JurnalPatroliNews – Jakarta – Dugaan praktik perundungan atau bullying dalam Program Pendidikan Dokter Spesialis (PPDS) Universitas Sriwijaya (Unsri) kini menjadi perhatian serius pemerintah.
Kementerian Kesehatan (Kemenkes) secara resmi menjatuhkan sanksi berupa pemberhentian sementara program PPDS Ilmu Kesehatan Mata di RSUP M. Hoesin Palembang setelah hasil investigasi mengonfirmasi adanya tindakan yang tidak wajar.

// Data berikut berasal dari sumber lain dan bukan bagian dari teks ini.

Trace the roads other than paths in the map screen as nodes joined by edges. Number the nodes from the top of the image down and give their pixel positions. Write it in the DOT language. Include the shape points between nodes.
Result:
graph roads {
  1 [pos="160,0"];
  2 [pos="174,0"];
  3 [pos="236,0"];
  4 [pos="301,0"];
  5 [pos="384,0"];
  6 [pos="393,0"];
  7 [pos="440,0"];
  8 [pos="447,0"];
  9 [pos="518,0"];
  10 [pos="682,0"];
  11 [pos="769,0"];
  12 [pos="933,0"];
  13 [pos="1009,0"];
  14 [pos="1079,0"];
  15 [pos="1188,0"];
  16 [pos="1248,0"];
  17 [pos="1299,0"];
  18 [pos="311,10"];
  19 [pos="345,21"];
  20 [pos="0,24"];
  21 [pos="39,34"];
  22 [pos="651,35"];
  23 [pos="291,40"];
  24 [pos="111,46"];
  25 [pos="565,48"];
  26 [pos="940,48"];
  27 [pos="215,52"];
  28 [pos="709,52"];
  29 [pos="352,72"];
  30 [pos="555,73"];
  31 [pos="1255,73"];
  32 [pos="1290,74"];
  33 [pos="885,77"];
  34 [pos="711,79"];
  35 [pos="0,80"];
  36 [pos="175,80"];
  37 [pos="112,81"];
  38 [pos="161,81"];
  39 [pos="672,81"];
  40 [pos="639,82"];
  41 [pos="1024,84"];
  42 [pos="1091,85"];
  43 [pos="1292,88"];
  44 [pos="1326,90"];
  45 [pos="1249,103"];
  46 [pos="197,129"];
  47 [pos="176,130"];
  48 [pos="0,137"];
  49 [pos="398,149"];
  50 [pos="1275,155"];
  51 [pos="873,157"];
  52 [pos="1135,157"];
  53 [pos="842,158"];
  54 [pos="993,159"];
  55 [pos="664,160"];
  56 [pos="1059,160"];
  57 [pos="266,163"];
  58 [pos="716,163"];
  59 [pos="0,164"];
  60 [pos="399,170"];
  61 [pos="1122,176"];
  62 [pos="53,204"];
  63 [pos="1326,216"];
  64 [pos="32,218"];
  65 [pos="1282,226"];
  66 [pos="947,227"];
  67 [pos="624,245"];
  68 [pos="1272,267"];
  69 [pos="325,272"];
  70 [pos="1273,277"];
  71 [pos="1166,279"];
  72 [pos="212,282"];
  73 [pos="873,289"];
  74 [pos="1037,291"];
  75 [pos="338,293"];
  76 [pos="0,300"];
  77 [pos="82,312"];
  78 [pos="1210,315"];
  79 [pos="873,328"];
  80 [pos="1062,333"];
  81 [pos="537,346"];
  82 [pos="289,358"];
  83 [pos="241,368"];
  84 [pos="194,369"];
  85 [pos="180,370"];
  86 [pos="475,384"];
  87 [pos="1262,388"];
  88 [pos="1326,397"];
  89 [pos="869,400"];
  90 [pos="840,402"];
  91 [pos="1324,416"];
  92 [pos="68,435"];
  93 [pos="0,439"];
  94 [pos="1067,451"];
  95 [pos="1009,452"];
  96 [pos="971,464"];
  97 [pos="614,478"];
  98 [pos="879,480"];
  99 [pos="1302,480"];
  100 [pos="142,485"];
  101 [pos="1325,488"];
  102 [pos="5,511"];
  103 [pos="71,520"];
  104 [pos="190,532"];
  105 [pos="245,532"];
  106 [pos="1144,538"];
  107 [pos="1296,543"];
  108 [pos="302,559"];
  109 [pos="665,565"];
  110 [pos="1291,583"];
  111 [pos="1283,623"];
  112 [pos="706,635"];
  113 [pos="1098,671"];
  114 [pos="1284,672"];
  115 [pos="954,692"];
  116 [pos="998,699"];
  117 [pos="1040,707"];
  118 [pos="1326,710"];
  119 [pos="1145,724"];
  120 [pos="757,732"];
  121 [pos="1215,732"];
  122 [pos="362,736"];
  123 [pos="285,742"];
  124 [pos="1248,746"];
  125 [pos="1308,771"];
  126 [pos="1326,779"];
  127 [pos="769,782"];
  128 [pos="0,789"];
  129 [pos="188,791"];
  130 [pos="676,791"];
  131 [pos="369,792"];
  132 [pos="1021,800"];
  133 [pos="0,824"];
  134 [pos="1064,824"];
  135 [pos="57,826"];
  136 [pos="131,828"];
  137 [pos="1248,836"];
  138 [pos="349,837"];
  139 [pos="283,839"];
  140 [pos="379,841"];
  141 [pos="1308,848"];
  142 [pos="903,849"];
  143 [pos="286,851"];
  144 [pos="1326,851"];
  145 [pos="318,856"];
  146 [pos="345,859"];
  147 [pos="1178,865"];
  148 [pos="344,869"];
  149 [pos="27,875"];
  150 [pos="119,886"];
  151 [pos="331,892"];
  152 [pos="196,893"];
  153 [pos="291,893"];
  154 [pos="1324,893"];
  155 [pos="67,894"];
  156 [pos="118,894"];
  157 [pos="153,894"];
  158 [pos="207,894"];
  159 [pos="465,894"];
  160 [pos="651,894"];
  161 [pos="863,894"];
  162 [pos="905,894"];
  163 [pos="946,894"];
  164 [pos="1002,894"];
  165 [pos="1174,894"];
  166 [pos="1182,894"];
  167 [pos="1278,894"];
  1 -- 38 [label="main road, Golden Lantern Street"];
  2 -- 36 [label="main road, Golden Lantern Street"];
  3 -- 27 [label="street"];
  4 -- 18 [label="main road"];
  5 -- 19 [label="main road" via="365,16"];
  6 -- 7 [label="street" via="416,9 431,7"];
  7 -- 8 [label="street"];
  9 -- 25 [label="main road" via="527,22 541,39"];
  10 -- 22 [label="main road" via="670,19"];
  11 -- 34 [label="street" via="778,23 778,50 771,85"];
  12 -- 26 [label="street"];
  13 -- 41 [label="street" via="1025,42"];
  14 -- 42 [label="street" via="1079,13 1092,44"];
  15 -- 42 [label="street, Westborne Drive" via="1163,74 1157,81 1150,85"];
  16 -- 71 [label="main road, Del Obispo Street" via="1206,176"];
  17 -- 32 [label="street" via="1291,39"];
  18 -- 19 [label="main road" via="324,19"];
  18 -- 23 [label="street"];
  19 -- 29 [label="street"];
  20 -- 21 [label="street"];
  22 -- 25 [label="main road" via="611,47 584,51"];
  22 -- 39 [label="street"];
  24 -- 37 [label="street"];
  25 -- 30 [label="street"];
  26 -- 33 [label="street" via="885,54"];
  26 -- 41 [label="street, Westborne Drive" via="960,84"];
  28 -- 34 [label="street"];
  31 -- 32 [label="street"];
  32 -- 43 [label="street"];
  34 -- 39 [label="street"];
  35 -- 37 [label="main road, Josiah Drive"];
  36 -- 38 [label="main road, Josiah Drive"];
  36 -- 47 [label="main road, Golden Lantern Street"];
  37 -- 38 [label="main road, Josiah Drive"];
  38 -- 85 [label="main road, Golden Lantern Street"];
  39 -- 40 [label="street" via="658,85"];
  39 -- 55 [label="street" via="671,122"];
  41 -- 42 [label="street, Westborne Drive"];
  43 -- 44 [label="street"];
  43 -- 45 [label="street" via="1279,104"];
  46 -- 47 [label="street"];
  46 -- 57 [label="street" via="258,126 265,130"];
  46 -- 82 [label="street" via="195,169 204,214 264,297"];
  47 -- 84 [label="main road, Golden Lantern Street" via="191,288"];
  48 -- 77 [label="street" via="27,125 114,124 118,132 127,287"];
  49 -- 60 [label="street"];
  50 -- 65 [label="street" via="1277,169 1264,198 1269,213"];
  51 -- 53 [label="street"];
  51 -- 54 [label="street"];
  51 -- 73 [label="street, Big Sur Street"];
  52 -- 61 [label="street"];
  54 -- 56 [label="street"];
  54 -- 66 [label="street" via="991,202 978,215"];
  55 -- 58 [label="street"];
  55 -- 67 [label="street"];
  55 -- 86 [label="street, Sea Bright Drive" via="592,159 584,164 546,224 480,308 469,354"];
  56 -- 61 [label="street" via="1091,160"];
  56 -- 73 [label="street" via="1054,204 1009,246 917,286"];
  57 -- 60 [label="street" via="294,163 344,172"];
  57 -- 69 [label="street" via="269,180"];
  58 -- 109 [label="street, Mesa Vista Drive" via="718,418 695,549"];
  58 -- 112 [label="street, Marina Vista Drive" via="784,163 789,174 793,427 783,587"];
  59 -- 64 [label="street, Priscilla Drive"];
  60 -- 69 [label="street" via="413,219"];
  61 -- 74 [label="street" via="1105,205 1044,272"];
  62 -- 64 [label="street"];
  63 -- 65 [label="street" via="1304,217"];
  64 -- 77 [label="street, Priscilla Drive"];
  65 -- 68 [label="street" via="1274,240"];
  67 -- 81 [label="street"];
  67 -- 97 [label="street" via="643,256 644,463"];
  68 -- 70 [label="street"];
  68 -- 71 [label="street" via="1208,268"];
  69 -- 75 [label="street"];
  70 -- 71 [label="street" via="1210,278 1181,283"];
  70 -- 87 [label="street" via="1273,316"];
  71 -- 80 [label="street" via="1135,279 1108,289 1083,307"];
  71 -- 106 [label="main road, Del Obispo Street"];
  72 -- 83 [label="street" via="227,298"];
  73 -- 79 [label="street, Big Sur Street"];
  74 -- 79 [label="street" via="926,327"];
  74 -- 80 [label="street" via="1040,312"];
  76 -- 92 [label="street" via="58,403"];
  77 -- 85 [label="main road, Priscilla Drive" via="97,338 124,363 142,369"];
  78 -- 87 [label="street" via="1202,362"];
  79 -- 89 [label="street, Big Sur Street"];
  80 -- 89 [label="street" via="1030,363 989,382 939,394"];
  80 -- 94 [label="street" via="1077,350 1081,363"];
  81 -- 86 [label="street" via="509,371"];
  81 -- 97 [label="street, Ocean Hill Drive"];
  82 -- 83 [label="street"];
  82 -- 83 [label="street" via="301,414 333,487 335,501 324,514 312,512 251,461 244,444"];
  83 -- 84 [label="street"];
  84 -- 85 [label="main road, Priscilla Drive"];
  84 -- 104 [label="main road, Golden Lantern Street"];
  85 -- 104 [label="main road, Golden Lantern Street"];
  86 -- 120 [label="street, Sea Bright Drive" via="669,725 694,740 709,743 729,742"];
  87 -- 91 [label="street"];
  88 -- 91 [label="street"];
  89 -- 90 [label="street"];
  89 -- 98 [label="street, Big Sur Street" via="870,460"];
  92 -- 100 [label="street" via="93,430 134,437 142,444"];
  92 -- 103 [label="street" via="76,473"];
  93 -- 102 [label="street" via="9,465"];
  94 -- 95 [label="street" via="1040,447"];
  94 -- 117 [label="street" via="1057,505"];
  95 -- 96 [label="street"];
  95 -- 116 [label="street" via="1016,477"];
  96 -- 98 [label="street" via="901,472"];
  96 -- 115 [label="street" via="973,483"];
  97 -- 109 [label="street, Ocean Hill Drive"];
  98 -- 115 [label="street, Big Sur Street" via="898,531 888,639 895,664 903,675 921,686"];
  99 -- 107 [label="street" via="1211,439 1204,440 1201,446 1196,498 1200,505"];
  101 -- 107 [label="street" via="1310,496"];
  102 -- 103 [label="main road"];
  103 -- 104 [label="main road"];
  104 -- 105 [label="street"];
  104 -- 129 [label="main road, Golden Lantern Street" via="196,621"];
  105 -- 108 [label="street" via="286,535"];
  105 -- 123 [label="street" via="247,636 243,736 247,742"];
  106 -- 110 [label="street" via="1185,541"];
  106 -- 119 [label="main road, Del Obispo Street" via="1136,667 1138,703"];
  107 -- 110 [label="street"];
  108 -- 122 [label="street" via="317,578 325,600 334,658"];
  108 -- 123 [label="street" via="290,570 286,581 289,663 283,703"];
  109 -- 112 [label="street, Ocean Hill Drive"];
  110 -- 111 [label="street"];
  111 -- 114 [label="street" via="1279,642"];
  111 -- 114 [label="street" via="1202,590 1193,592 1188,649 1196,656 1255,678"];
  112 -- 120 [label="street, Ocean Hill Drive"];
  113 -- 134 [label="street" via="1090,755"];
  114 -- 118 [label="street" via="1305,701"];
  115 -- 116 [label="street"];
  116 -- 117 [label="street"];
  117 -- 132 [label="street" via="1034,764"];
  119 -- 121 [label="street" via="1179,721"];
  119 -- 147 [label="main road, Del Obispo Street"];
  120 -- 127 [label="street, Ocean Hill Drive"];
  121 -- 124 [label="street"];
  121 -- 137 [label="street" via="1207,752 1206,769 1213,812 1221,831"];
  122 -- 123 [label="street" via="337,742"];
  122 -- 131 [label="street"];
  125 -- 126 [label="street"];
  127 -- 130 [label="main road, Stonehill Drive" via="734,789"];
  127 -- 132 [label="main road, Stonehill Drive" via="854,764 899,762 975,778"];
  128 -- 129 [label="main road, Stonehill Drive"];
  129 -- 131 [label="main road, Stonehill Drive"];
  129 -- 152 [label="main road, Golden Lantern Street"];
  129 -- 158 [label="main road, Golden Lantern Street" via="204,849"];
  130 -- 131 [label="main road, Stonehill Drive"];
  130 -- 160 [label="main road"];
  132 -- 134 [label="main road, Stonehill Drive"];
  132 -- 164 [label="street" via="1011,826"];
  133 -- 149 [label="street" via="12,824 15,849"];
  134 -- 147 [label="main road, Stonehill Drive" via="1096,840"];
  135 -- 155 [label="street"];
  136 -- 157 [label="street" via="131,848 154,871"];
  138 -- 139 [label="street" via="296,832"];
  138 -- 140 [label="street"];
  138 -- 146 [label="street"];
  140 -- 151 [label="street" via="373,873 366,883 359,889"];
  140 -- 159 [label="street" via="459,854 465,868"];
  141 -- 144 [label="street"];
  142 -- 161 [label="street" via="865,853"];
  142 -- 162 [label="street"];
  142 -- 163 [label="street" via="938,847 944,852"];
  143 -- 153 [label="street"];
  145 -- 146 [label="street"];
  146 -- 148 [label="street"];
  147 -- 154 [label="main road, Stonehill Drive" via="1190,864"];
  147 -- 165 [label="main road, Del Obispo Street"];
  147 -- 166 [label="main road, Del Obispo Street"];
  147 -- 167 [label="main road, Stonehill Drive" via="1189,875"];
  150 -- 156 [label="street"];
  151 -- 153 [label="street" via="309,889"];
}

Kasus ini mencuat setelah narasi mengenai beban finansial yang dipaksakan oleh senior kepada junior viral di media sosial. Korban, yang merupakan peserta didik di bagian Ilmu Kesehatan Mata, diduga dipaksa membiayai gaya hidup mewah para seniornya.
Pungutan liar tersebut mencakup biaya semesteran, aktivitas dugem, pembelian produk skincare, hingga biaya olahraga padel. Bahkan, muncul laporan bahwa junior diminta membayarkan tiket konser, sewa rumah, tiket pesawat, hingga biaya penelitian milik senior.
Kepala Biro Komunikasi dan Pelayanan Publik Kemenkes, Aji Muhawarman, menyatakan bahwa praktik perundungan ini telah mencapai tingkat yang membahayakan.
Laporan yang beredar bahkan menyebutkan adanya korban yang sempat melakukan upaya bunuh diri dan memilih mengundurkan diri karena tekanan fisik maupun finansial yang sudah tidak tertahankan.
Menanggapi temuan tersebut, Kemenkes telah melayangkan surat instruksi kepada Direktur Utama RSUP M. Hoesin dan FK Unsri untuk segera menghentikan seluruh kegiatan residensi Ilmu Kesehatan Mata sementara waktu.
Langkah ini diambil untuk memberikan ruang bagi proses evaluasi dan penindakan tegas terhadap individu-individu yang terlibat dalam kasus tersebut.
Selain penghentian program, Kemenkes mendesak pihak rumah sakit dan universitas untuk segera menyusun rencana aksi pencegahan perundungan yang lebih konkret.
Laporan progres mengenai pembenahan sistem pengawasan ini harus dilaporkan secara berkala kepada Direktur Jenderal Kesehatan Lanjutan Kemenkes guna memastikan lingkungan pendidikan dokter spesialis kembali sehat dan profesional tanpa praktik perpeloncoan.